(Saved data entries)
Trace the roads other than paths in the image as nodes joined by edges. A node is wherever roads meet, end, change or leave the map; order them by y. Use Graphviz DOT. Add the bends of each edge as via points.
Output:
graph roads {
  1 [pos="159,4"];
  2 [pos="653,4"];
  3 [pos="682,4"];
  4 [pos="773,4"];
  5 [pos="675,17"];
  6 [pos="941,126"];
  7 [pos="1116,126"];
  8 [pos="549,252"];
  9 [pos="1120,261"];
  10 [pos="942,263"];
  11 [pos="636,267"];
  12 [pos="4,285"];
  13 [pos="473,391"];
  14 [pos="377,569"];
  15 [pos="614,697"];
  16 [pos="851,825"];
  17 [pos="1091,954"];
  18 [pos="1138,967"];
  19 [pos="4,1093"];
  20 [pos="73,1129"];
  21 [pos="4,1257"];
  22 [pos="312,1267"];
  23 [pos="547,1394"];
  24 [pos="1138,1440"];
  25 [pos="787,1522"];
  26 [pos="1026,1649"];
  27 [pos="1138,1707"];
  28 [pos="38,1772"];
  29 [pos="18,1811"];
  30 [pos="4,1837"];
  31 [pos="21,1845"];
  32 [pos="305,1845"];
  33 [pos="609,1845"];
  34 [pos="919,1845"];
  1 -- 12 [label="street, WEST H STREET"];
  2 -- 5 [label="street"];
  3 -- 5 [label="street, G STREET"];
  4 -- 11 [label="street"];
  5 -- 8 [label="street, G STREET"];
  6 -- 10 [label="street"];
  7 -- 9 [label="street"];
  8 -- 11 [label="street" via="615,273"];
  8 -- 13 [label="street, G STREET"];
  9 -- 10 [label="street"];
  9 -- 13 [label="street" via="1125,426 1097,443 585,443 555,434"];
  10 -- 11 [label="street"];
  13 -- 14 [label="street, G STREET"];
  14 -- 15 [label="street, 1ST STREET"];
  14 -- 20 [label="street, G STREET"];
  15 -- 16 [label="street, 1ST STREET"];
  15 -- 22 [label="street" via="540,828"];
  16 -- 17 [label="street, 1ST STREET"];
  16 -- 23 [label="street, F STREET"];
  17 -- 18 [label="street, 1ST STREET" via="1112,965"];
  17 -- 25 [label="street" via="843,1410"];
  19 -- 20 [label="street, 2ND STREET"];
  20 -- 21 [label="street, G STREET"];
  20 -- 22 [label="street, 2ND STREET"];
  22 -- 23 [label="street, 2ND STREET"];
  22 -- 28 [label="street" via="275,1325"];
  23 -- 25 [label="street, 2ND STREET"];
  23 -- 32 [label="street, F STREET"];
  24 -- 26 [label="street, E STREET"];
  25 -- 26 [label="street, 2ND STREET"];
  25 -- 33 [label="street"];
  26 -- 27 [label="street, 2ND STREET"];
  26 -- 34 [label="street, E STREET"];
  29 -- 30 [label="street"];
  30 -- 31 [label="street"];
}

## WORK REQUIRED:
For each line in the records that contains the word "roads", make a copy.

## SOLUTION TO THIS PROBLEM:
Trace the roads other than paths in the image as nodes joined by edges. A node is wherever roads meet, end, change or leave the map; order them by y. Use Graphviz DOT. Add the bends of each edge as via points.
graph roads {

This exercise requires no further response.